The Board should formulate the corporation’s vision, mission, strategic objectives, policies and procedures that shall guide its activities, including the means to effectively monitor Management’s performance.

2. Duties and Functions

To ensure a high standard of best practice for the corporation, its stockholders and other stakeholders, the Board should conduct itself with honesty and integrity in the performance of, among others, the following duties and functions (Revised pursuant to SEC Memorandum Circular No., S. 2014):

a) Implement a process for the selection of directors who can add value and contribute independent judgment to the formulation of sound corporate strategies and policies. Appoint competent, professional, honest and highly-motivated management officers. Adopt an effective succession planning program for Management.

b) Provide sound strategic policies and guidelines to the corporation on major capital expenditures. Establish programs that can sustain its long-term viability and strength. Periodically evaluate and monitor the implementation of such policies and strategies, including the business plans, operating budgets and Management’s overall performance.

c) Ensure the corporation’s faithful compliance with all applicable laws, regulations and best business practices.

d) Establish and maintain an investor relations program that will keep the stockholders informed of important developments in the corporation. If feasible, the corporation’s CEO or chief financial officer shall exercise oversight responsibility over this program.

e) Identify the corporation’s stakeholders in the community in which it operates or are directly affected by its operations, and

formulate a clear policy of accurate, timely and effective communication with them (Revised pursuant to SEC Memorandum Circular No., S. 2014).

f) Adopt a system of check and balance within the Board. A regular review of the effectiveness of such system should be conducted to ensure the integrity of the decision-making and reporting processes at all times. There should be a continuing review of the corporation’s internal control system in order to maintain its adequacy and effectiveness.

g) Identify key risk areas and performance indicators and monitor these factors with due diligence to enable the corporation to anticipate and prepare for possible threats to its operational and financial viability.

h) Formulate and implement policies and procedures that would ensure the integrity and transparency of related party transactions between and among the corporation and its parent company, joint ventures, subsidiaries, associates, affiliates, major stockholders, officers and directors, including their spouses, children and dependent siblings and parents, and of interlocking director relationships by members of the Board.

i) Constitute an Audit Committee and such other committees it deems necessary to assist the Board in the performance of its duties and responsibilities.

j) Establish and maintain an alternative dispute resolution system in the corporation that can amicably settle conflicts or differences between the corporation and its stockholders, and the corporation and third parties, including the regulatory authorities.

k) Meet at such times or frequency as may be needed.
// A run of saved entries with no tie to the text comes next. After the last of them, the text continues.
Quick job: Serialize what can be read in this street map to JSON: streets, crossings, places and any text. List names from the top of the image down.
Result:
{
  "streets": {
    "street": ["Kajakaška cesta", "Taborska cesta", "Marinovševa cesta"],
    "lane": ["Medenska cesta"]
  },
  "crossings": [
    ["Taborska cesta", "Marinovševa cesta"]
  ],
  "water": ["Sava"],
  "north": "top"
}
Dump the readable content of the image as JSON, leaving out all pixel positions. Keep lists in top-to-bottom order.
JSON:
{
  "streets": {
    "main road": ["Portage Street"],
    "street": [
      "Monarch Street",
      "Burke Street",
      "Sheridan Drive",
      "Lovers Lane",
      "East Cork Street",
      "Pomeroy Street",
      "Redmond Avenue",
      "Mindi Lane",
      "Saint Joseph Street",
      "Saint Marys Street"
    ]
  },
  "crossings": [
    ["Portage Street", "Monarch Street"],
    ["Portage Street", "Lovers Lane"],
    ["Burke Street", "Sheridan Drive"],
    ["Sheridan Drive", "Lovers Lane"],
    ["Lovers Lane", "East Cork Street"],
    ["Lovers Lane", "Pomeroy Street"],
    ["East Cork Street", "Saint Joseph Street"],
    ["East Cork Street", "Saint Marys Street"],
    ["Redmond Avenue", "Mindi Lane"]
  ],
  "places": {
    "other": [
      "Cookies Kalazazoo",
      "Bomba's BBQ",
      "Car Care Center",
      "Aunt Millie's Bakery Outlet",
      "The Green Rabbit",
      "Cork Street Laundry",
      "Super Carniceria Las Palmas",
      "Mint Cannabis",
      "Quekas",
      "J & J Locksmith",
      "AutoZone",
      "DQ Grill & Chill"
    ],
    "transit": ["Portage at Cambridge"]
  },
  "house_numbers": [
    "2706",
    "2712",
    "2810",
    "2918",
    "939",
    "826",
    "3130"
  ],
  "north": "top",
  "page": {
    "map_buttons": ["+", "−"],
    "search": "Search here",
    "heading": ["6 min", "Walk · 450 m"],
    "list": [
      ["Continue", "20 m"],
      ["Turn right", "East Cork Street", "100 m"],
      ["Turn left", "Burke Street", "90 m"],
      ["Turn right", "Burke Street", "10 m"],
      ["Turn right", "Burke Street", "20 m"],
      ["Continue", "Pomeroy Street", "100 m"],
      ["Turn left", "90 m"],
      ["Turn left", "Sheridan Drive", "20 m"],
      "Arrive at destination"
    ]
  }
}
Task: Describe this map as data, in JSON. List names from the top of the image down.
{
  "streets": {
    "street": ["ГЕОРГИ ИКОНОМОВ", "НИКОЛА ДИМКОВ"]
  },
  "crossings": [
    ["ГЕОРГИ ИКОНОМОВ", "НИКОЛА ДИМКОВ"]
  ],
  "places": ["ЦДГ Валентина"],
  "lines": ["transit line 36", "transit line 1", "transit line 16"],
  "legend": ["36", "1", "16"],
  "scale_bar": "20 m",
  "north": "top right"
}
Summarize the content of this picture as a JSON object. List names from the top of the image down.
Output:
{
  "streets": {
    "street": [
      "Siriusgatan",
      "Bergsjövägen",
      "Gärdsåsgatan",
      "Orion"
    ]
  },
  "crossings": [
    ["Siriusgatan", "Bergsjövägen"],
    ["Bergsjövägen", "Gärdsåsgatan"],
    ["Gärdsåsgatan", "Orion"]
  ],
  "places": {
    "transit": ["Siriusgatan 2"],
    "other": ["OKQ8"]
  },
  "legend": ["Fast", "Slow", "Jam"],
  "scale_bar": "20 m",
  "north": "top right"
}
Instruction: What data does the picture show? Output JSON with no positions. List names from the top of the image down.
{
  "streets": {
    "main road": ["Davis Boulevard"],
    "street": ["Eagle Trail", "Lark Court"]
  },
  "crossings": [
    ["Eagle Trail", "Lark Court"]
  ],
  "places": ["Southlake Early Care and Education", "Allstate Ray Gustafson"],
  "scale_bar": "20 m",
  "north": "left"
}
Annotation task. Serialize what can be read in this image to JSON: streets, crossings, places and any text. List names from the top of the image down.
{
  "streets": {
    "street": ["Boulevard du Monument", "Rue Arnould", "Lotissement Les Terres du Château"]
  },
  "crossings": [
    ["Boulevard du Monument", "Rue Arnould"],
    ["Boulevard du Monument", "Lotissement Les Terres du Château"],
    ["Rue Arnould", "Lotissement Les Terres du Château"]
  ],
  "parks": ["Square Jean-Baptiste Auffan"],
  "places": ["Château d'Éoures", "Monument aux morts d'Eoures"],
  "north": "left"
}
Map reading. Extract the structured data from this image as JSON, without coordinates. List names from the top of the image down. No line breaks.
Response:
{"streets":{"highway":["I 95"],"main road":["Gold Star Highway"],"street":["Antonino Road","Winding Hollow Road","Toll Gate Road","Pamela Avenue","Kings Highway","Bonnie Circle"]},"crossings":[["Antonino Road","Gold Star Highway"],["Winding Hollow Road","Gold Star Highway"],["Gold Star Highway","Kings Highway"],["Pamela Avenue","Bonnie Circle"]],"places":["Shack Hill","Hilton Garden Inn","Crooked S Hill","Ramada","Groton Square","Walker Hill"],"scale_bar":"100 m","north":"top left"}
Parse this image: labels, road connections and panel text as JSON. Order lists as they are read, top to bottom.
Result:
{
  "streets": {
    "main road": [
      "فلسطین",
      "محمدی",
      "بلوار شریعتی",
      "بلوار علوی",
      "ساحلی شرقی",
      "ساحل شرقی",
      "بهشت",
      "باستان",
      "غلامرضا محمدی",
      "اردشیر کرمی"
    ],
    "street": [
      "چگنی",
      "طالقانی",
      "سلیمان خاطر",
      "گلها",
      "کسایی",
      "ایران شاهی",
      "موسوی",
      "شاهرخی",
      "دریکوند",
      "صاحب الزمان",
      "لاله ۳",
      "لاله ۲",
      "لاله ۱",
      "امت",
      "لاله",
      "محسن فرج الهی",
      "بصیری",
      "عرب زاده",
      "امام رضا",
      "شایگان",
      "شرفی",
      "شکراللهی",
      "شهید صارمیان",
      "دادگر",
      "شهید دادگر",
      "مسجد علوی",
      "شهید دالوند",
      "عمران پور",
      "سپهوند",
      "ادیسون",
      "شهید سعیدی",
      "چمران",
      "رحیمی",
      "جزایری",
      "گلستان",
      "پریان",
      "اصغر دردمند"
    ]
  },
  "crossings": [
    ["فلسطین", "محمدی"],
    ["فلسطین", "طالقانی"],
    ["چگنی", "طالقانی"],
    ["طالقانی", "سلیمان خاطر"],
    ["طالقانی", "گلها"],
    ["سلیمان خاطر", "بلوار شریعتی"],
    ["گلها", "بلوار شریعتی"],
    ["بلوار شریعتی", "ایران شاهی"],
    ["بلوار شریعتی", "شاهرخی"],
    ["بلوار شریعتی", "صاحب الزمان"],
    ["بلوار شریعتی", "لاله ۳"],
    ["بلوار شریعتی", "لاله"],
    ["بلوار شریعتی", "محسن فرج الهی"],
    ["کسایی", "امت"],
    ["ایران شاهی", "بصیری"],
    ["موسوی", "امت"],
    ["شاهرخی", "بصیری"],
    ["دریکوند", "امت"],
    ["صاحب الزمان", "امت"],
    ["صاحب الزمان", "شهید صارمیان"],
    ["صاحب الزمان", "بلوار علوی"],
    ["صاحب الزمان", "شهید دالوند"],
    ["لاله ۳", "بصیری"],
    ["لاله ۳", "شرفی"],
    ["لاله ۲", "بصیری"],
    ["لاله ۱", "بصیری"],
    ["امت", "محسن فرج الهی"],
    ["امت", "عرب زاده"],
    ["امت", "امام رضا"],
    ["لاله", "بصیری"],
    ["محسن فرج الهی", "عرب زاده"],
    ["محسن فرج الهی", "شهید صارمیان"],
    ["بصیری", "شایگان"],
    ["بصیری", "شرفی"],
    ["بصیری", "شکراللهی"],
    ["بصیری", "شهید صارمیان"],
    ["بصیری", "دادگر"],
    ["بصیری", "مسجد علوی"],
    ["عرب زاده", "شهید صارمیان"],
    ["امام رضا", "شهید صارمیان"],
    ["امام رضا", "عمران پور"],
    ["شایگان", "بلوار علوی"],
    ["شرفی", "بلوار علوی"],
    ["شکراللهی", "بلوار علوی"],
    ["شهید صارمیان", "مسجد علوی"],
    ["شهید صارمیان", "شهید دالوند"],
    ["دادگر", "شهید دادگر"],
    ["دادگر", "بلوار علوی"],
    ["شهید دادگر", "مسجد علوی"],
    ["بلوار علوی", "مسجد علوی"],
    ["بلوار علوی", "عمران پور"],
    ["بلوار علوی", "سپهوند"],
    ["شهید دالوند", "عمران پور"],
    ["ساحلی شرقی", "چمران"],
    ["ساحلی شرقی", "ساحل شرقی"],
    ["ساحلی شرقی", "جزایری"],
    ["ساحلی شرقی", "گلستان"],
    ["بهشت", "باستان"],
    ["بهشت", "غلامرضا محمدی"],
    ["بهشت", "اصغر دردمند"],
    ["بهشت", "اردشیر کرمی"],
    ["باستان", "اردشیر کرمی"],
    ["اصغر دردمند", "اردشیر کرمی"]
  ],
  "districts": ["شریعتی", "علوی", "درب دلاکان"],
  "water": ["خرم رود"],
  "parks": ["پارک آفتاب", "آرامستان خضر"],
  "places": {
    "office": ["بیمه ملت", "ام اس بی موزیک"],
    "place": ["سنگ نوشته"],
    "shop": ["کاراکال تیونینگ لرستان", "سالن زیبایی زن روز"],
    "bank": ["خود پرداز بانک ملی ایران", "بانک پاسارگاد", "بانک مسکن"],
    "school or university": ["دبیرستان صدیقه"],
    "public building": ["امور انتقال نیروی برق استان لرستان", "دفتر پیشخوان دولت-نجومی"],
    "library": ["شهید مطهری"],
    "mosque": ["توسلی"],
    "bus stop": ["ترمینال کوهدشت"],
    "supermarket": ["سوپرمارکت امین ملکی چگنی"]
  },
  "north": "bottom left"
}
The minutes of such meetings should be duly recorded. Independent views during Board meetings should be encouraged and given due consideration.

I) Keep the activities and decisions of the Board within its authority under the articles of incorporation and by-laws, and in accordance with existing laws, rules and regulations.

m) Appoint a Compliance Officer who shall have the rank of at least vice president. In the absence of such appointment, the Corporate Secretary, preferably a lawyer, shall act as Compliance Officer.

G) Specific Duties and Responsibilities of a Director

A director’s office is one of trust and confidence. A director should act in the best interest of the corporation in a manner characterized by transparency, accountability and fairness. He should also exercise leadership, prudence and integrity in directing the corporation towards sustained progress.

A director should observe the following norms of conduct:

(i) Conduct fair business transactions with the corporation, and ensure that his personal interest does not conflict with the interests of the corporation.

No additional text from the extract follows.